After all, she’s been lying to her family for 20 years that she works as a beautician in Singapore. While she did indeed work in that industry in her late teens, she turned to prostitution at the age of 20 after seeing how her friends in the sex trade led comfortable lives in comparison to what her measly salary of $800 could get her then.

“Before City Square Mall was built, it was harder to lie to them when they came to visit because I had to make up a place where I worked. But now it’s easier because I’m familiar with the shopping centre,” she says.

“If I give this up, I will be in trouble because my relatives will ask what offence I had committed that prevents me from coming back to Singapore, and I can’t tell them the truth.”

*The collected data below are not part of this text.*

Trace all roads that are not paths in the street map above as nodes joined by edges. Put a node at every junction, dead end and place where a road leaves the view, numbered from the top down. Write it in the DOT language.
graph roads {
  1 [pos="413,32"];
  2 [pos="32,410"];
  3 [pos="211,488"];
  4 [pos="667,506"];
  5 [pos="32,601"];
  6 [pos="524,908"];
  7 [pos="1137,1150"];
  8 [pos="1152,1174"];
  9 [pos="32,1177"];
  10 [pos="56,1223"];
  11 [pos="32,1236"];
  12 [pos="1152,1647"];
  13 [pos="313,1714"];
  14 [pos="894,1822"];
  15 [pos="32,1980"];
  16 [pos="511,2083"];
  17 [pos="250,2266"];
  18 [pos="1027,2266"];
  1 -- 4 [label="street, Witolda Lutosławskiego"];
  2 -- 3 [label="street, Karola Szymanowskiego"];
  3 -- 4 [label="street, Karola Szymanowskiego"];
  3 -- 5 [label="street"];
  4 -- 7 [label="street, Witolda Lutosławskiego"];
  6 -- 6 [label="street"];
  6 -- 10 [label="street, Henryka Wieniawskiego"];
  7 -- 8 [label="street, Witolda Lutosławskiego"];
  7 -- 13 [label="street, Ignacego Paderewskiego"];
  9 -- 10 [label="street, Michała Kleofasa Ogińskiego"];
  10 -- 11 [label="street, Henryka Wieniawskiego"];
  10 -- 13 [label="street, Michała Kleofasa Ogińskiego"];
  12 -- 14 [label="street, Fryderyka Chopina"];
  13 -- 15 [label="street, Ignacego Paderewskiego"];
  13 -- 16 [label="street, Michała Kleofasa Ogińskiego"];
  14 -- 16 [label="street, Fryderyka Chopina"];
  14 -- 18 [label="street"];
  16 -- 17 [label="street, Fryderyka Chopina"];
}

At the same time, it’s uncertain how long more she’ll be here for. Given the redevelopment in the area, the writing is already on the wall for the brothels at Petain Road. Regardless, Hui remains unfazed about the future, and confidently tells me her only goal now is to earn enough money every day.

Soon, our allocated time of 20 minutes is up. I hand her a $50 note, and she tells me to visit again when I’m in the area.

Unlike Geylang's brothels which are still somewhat hidden, the ones here are in relatively plain sight.
A man looks at posters of Japanese AV girls plastered outside one of the brothels.
To most Singaporeans, Geylang is the area that is synonymous with vice. What they don’t know is that the brothels at Petain Road also share a long history of servicing Singapore’s male population.

While our notion of a red-light district is typically one that operates at night, situated far from residential property and hidden from plain sight, Petain Rd opens only in the day and closes around dinner time.

Information on its establishment is scarce, putting it at roughly around the ’60s to ’80s when this area used to be near a vegetable cultivation zone, thus earning its nickname “kim chio kar” or “foot of the banana” in Hokkien. The even numbers above the 13 brick red doors are also a relic of Singapore’s history, representing the last remaining brothels at Petain Road, since the opposite row of odd-numbered units has since been torn down.

If not for a mashup of Japanese AV DVD covers (featuring older actresses) pasted on the wall outside one of the units, a regular passerby would have little clue that this is no ordinary back alley. Apart from the cyclists and bikers who use this walkway as a parking bay, those who visit are mostly foreign workers and men in their 50s or older.

Those who aren’t inside the shophouses looking for a lady who can satisfy their needs simply loiter outside and wait their turn. They smoke cigarettes, read the papers, but hardly make conversation.

Many of the women who started plying their trade here have never left, ageing together with their regulars and the decaying walls that envelop what is often considered a “dirty” job. They also are at least middle-aged, and hail from countries like China, Malaysia and Philippines, in addition to a handful of locals.

While some are clad in tight dresses, others are simply clothed in their pyjamas—a fact that captures the reality that there is nothing sexy or romantic about this place. These brothels operate not on sex appeal, but instead play a functional role to satisfy the most fundamental carnal desires of Singaporean men seeking affordable release.

Here, one understands that beggars can’t be choosers.

As I exit the brothel, I spot an old lady next door who looks old enough to be my grandmother bidding farewell to a slightly younger man. My heart sinks a little, and I wonder where she will go when this row of shophouses eventually gets torn down, another casualty of the inevitable gentrification of mature estates in land-scarce Singapore.